··· DATA EXCERPTS ···
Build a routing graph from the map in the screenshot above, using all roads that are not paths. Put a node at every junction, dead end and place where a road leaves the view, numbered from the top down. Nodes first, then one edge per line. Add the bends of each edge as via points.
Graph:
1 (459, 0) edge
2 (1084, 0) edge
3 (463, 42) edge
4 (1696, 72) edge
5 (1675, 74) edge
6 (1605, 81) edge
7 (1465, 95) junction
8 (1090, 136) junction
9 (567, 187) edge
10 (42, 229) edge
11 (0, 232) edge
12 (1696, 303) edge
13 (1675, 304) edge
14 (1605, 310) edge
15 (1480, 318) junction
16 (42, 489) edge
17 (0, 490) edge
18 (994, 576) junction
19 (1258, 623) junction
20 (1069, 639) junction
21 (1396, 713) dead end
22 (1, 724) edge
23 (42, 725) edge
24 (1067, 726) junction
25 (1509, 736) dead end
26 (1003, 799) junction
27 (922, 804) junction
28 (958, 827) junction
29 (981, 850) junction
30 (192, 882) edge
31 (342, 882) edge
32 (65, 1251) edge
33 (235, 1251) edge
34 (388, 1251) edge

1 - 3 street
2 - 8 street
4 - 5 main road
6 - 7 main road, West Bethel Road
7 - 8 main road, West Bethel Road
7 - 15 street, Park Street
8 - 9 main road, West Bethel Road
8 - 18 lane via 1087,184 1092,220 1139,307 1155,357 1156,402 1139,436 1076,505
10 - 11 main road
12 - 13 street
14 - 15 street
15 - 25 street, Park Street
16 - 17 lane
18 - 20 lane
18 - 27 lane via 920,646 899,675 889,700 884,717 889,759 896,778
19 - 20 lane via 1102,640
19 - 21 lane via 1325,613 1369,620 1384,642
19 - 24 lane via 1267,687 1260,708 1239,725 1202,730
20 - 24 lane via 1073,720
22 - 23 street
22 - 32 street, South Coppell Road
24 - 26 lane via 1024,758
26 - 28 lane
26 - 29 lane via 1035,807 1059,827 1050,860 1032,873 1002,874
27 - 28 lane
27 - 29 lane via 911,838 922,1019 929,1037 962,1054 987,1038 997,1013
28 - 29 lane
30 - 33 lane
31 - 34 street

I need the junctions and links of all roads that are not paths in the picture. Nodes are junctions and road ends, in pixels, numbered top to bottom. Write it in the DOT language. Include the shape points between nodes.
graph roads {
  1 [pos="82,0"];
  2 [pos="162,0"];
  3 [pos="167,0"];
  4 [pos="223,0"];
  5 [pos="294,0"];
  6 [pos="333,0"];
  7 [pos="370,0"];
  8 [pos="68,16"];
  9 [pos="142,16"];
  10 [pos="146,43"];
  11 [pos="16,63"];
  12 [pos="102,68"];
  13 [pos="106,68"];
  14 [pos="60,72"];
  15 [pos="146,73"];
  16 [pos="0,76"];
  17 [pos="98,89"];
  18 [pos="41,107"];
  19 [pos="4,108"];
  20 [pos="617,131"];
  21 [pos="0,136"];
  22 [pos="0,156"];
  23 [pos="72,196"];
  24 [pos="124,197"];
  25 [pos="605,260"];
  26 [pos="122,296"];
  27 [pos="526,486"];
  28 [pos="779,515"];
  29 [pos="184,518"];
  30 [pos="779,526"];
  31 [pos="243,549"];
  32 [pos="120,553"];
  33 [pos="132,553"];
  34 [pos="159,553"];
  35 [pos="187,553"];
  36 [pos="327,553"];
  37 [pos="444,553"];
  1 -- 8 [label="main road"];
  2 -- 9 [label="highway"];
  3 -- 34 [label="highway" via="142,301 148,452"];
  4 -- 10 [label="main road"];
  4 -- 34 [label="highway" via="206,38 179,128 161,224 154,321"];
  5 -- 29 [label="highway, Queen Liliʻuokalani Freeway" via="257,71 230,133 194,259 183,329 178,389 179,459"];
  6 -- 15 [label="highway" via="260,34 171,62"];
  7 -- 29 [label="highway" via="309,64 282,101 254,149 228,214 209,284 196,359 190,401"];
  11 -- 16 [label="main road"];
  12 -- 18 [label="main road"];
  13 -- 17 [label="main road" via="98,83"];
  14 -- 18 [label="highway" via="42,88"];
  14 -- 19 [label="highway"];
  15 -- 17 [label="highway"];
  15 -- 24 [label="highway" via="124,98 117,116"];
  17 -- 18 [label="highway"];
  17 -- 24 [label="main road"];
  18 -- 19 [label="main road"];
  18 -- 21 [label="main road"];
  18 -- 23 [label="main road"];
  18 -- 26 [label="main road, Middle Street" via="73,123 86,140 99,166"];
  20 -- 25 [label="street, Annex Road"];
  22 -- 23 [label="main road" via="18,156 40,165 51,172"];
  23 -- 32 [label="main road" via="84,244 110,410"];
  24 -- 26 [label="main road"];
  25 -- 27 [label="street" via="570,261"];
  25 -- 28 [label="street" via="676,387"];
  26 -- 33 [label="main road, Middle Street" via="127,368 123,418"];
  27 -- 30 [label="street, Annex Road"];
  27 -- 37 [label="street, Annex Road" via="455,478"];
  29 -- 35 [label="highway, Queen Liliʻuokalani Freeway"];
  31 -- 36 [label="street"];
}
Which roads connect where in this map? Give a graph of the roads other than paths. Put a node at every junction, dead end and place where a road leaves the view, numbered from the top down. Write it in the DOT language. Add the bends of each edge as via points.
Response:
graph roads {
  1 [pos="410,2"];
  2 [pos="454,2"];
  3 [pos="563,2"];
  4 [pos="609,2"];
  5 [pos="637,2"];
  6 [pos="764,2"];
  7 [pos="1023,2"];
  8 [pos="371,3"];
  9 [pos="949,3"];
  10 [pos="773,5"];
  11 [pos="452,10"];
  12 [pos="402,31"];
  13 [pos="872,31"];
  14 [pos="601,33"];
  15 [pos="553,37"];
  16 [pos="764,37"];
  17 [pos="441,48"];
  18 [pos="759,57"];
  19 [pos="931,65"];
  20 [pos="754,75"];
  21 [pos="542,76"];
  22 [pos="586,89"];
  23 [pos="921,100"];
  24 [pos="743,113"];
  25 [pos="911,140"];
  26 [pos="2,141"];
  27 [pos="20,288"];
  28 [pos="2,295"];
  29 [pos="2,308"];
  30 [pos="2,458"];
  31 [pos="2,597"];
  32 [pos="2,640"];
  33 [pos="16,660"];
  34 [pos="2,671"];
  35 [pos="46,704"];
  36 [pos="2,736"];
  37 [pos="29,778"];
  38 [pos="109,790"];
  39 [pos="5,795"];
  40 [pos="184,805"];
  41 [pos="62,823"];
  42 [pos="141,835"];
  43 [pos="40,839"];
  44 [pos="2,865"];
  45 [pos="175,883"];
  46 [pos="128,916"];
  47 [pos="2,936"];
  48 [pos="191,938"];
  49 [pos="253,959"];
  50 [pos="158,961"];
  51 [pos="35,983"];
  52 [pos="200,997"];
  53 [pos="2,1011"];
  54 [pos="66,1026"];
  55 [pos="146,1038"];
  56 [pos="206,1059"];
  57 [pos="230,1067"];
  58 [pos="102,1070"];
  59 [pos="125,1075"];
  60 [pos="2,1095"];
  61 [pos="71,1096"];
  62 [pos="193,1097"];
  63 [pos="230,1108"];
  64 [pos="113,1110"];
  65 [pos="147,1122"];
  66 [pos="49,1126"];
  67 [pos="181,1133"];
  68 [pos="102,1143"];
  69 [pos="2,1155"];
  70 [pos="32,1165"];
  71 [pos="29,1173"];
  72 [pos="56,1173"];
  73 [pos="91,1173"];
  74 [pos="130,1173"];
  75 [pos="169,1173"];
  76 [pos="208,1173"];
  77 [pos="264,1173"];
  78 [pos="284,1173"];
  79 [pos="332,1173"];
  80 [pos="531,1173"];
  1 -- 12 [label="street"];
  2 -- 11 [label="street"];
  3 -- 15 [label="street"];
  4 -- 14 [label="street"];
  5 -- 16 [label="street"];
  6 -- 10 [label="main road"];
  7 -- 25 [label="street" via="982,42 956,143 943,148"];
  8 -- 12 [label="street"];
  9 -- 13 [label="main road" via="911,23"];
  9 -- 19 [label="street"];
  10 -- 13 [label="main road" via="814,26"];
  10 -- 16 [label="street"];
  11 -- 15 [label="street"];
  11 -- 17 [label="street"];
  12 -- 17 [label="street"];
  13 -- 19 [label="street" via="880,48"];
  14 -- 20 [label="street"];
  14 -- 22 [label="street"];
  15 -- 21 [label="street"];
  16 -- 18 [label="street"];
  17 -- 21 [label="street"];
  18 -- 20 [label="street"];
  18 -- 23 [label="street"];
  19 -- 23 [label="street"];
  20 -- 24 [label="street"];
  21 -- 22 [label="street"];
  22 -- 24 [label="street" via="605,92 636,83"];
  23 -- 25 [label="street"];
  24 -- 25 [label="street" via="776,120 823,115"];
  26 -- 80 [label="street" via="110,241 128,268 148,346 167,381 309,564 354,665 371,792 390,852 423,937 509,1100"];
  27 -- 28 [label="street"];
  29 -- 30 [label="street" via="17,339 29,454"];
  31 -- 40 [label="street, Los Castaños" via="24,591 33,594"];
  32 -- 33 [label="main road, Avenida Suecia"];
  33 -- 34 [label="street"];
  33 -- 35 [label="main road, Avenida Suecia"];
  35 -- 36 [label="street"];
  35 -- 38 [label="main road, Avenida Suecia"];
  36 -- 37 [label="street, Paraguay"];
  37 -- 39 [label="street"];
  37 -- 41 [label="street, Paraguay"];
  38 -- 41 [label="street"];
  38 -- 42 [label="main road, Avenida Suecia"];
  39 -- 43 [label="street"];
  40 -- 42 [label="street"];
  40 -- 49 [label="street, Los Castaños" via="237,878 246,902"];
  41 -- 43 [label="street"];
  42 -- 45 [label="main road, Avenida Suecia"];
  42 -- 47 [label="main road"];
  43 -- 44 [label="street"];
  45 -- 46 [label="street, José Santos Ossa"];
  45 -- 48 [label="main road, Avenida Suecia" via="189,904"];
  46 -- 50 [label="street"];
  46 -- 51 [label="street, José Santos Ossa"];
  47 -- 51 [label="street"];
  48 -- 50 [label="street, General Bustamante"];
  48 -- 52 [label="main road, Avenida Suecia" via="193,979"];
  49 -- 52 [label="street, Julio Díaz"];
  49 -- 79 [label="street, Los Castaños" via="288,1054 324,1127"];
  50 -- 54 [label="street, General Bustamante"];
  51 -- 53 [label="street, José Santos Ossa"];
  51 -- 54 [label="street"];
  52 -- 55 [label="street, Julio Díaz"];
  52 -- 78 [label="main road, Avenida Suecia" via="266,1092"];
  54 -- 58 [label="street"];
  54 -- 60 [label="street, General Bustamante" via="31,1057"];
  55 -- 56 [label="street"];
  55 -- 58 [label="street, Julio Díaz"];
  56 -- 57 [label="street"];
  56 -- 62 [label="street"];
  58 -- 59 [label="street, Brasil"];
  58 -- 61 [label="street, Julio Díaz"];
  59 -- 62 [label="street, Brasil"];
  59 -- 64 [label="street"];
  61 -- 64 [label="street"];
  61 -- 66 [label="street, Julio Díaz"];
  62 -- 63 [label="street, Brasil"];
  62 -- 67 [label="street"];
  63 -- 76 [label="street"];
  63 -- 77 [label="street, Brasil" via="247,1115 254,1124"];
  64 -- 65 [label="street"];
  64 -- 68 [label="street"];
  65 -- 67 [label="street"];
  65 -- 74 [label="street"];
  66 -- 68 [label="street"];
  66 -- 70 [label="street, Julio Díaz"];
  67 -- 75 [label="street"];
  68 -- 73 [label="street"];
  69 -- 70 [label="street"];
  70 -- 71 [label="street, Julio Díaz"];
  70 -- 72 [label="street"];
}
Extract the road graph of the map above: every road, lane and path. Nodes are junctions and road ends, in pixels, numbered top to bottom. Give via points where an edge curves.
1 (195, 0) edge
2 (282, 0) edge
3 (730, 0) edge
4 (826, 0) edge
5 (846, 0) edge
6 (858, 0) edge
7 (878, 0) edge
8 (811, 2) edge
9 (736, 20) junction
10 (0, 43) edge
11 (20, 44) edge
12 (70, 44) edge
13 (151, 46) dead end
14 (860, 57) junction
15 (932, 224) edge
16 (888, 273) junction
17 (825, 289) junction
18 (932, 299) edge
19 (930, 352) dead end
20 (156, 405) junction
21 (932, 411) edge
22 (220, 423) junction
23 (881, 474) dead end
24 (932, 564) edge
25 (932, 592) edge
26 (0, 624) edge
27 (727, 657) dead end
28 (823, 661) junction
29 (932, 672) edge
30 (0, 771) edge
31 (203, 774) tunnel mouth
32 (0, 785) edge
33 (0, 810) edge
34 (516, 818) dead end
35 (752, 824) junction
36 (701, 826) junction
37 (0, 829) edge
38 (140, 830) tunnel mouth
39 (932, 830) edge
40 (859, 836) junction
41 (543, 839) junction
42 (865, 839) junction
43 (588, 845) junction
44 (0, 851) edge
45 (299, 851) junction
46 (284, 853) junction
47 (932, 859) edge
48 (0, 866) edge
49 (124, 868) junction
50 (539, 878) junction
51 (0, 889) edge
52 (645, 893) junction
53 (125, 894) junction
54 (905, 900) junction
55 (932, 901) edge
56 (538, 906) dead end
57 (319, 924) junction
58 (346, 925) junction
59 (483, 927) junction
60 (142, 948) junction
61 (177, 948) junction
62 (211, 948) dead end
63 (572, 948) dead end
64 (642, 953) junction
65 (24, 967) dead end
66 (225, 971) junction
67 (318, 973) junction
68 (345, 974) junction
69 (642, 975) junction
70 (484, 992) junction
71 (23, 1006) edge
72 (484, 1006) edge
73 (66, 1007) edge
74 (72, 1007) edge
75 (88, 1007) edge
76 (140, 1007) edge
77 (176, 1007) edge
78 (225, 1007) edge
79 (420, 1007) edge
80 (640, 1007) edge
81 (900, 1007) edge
···
WHAT IS REQUIRED
Set out every line from the material that contains the string "bends".

TASK RESPONSE
Build a routing graph from the map in the screenshot above, using all roads that are not paths. Put a node at every junction, dead end and place where a road leaves the view, numbered from the top down. Nodes first, then one edge per line. Add the bends of each edge as via points.
Which roads connect where in this map? Give a graph of the roads other than paths. Put a node at every junction, dead end and place where a road leaves the view, numbered from the top down. Write it in the DOT language. Add the bends of each edge as via points.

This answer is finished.